Helping an Indonesian Mother and Her Newborn Breathe Easier with Lifesaving Equipment

Published on May 6, 2022

Martyana holds her newborn daughter at Karitas Hospital in Sumba Barat Daya Regency, Indonesia. Photo courtesy of MOMENTUM Country and Global Leadership Indonesia

Martayana was at only 28 weeks of pregnancy when she had to deliver her baby to save both their lives.

She and her husband, Bernadette, were sent to Karitas Hospital, the only referral hospital in their home of Sumba Barat Daya Regency — a rural area in the Indonesian province of East Nusa Tenggara — that provides emergency services for mothers and babies. Here, Martayana gave birth to a baby girl through cesarean section who weighed only about 3.3 pounds when she was delivered.

“Before the operation, I was afraid. The doctor said that if I didn’t do the surgery, it could endanger the life of one of us,” says Martayana.

Prematurity is the number one cause of under-five mortality in the world. Premature babies often have trouble breathing. Martayana’s baby was given only a 40 percent chance of survival without access to continuous positive airway pressure (CPAP), a machine that can deliver high concentrations of oxygen to premature babies.

Dr. Dwiyathi Utami and her team at the hospital immediately put the baby on the CPAP machine, ensuring she was in stable condition and could be transferred to the neonatal intensive care unit to increase her weight for a couple of weeks.

The CPAP machine used to save Martayana’s and Bernadette’s baby is a recent addition to Karitas Hospital. Before, Dr. Dwiyathi Utami had few options to support unstable or very low birth weight babies since the hospital couldn’t afford the expensive lifesaving equipment. Doctors and nurses would warm babies with plastic wrap, towels, and medical gloves filled with hot water. According to official data from the Health Office in Sumba Barat Daya Regency, where Martayana and Bernadette live, 14 mothers and 34 newborns died in the area in 2021.
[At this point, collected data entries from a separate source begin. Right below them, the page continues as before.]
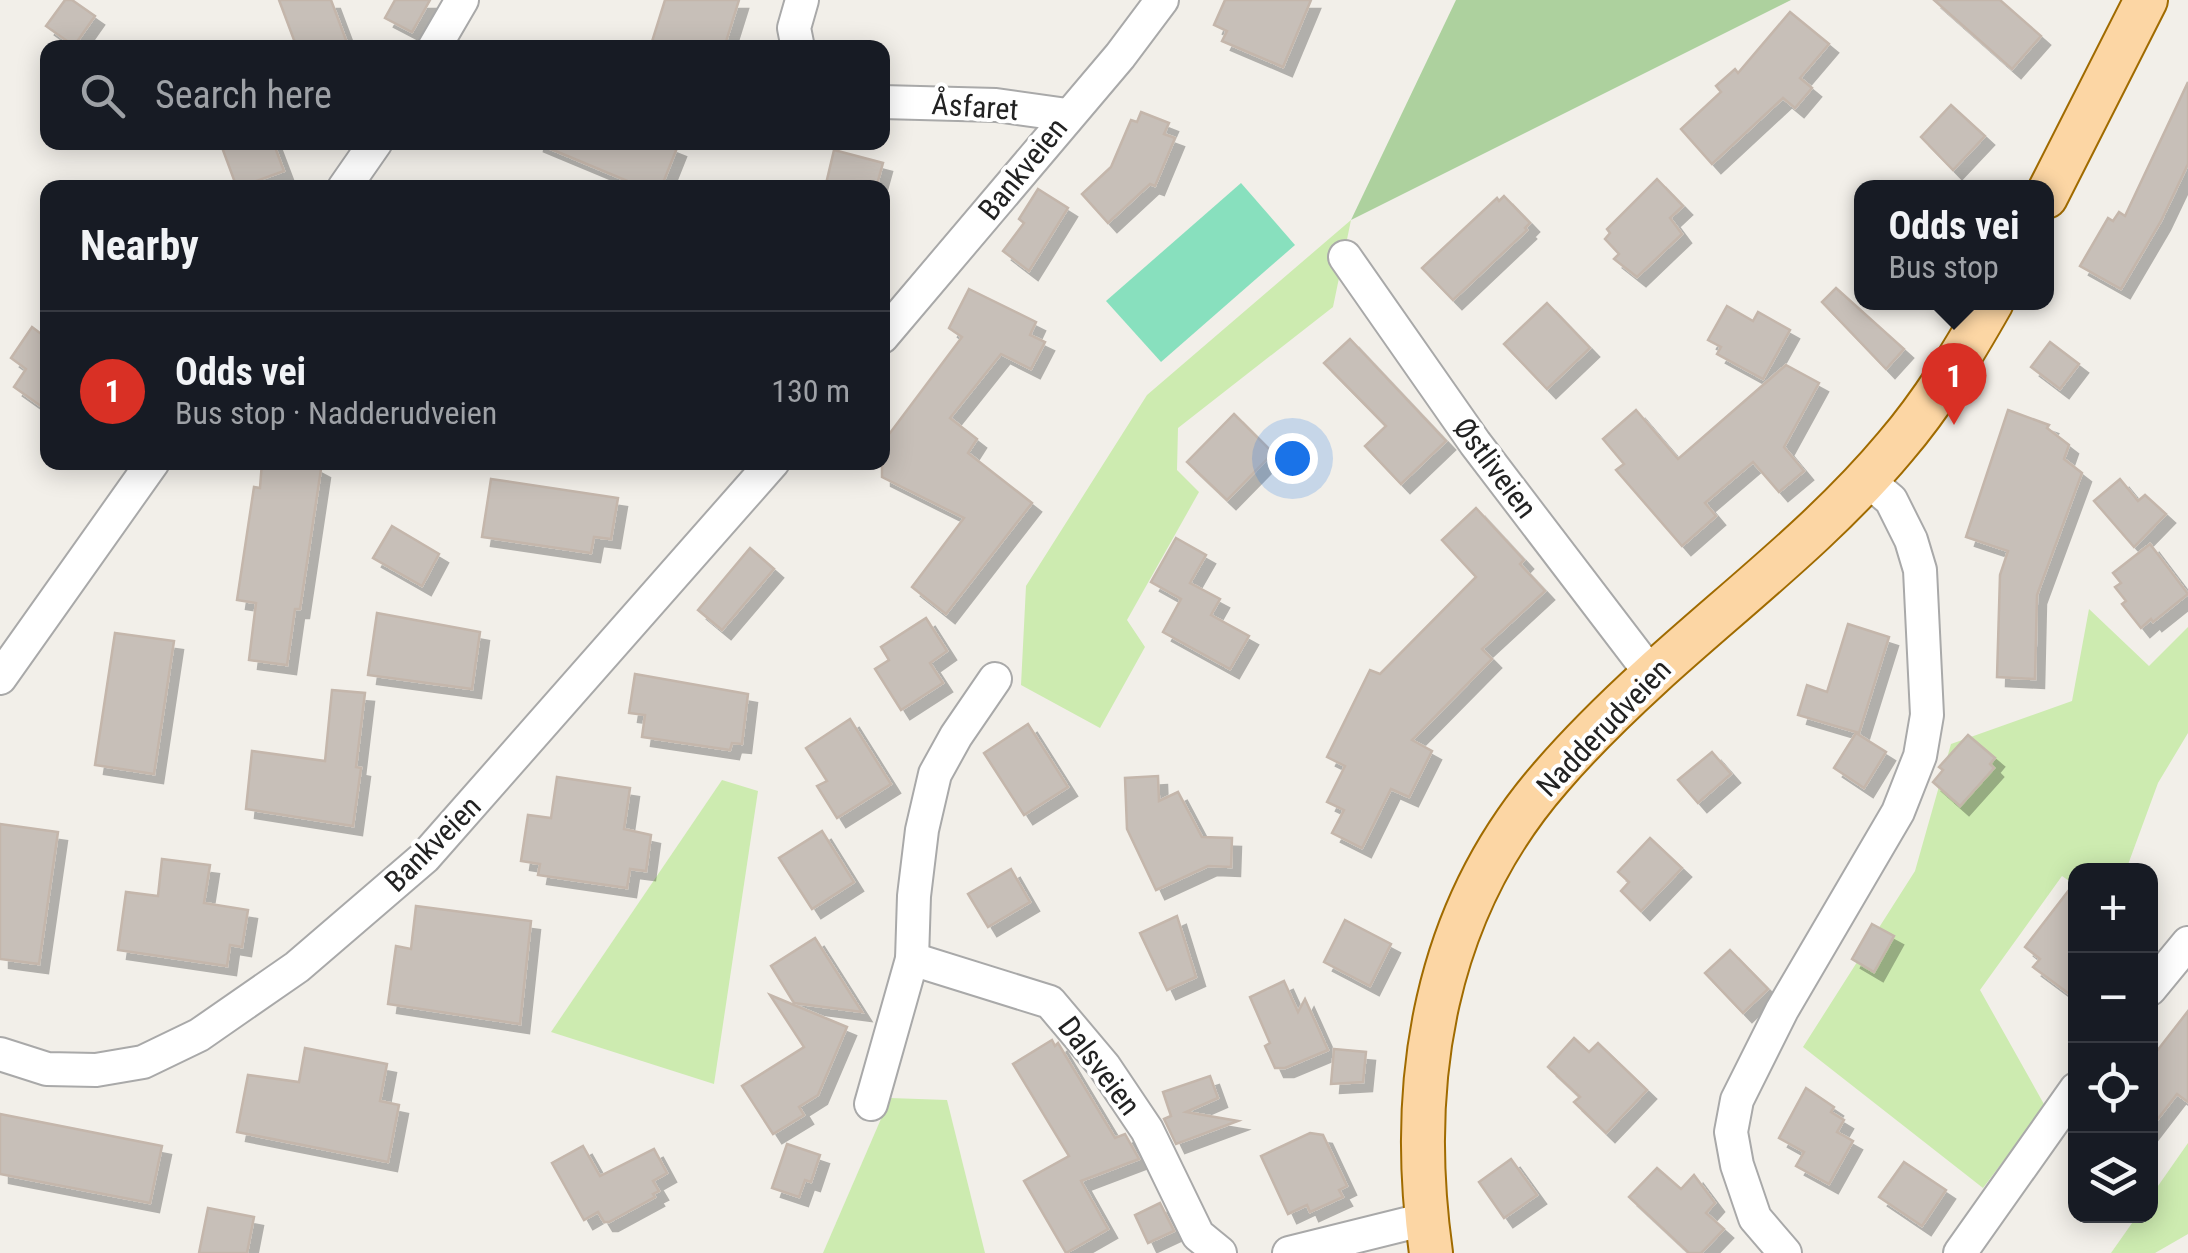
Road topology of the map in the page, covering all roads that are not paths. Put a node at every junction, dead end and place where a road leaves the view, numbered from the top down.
1 (462, 0) edge
2 (802, 0) edge
3 (1162, 0) edge
4 (2146, 0) edge
5 (439, 40) edge
6 (796, 40) edge
7 (890, 102) edge
8 (1068, 115) junction
9 (370, 150) edge
10 (350, 180) edge
11 (2054, 181) edge
12 (1344, 258) dead end
13 (1987, 310) edge
14 (890, 327) edge
15 (146, 470) edge
16 (766, 470) edge
17 (1866, 478) junction
18 (1652, 675) junction
19 (0, 678) edge
20 (996, 680) dead end
21 (2188, 943) edge
22 (912, 958) junction
23 (2158, 979) edge
24 (0, 1054) edge
25 (2068, 1100) edge
26 (872, 1104) dead end
27 (1428, 1236) edge
28 (1220, 1253) edge
29 (1289, 1253) edge
30 (1785, 1253) edge
31 (1960, 1253) edge

1 - 5 street
2 - 6 street
3 - 8 street, Bankveien
4 - 11 main road
7 - 8 street, Åsfaret
8 - 14 street, Bankveien
9 - 10 street
12 - 18 street, Østliveien
13 - 17 main road, Nadderudveien
15 - 19 street
16 - 24 street, Bankveien
17 - 18 main road, Nadderudveien
17 - 30 street
18 - 27 main road, Nadderudveien
20 - 22 street
21 - 23 street
22 - 26 street
22 - 28 street, Dalsveien
25 - 31 street
27 - 29 street

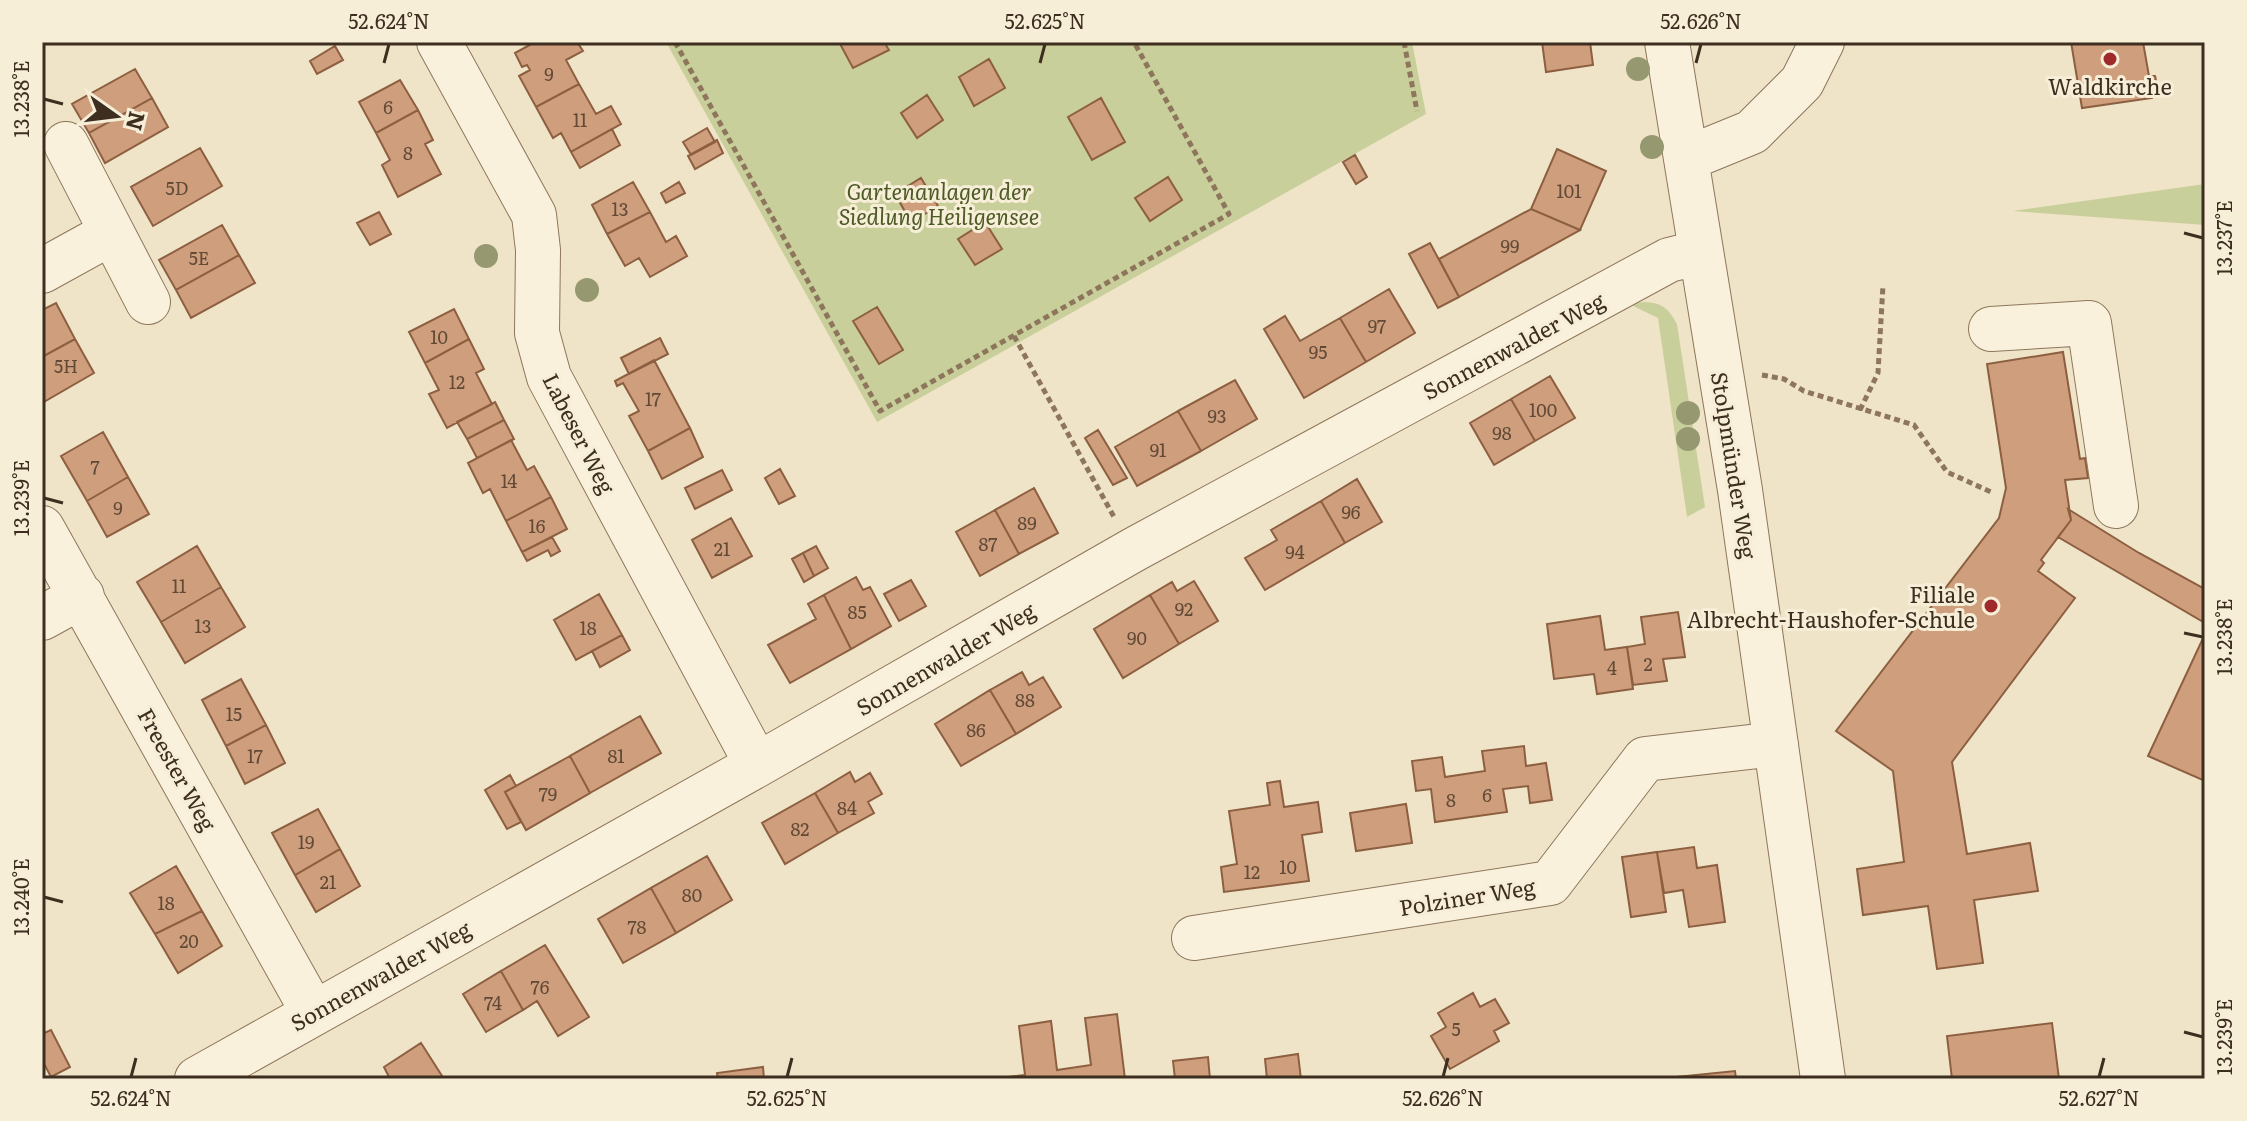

In 2021, the MOMENTUM Country and Global Leadership program, through its Hospital Mentoring Activity, helped identify what Karitas Hospital needed to accommodate essential care for emergency obstetric and neonatal cases. The MOMENTUM team then facilitated discussions with the local government to respond to recommendations. To work within the financial constraints of the district government, officials issued a regulation to lend essential equipment from the Reda Bolo Public Hospital, a district hospital that is still under development and could not yet use the equipment. The local government and the Karitas Catholic Foundation then signed an agreement for using the equipment: one infant warmer, one CPAP machine, and two incubators.

“Now infant mortality is much reduced and the impact is immediately felt. Before the equipment was available, I was very worried because in a day we have to incubate up to three babies with our improvised equipment,” says Dr. Dwiyathi Utami.

Going forward, the local government has committed to continuously supporting Karitas Hospital to improve its quality of obstetric and neonatal care, while also preparing Reda Bolo Hospital with the necessary resources and equipment to operate as a primary referral hospital. In the meantime, Karitas Hospital has committed to providing pediatric support to the Reda Bolo hospital and MOMENTUM has supported the Reda Bolo Hospital to improve their plans and activities to recruit and train key staff, and to procure essential equipment.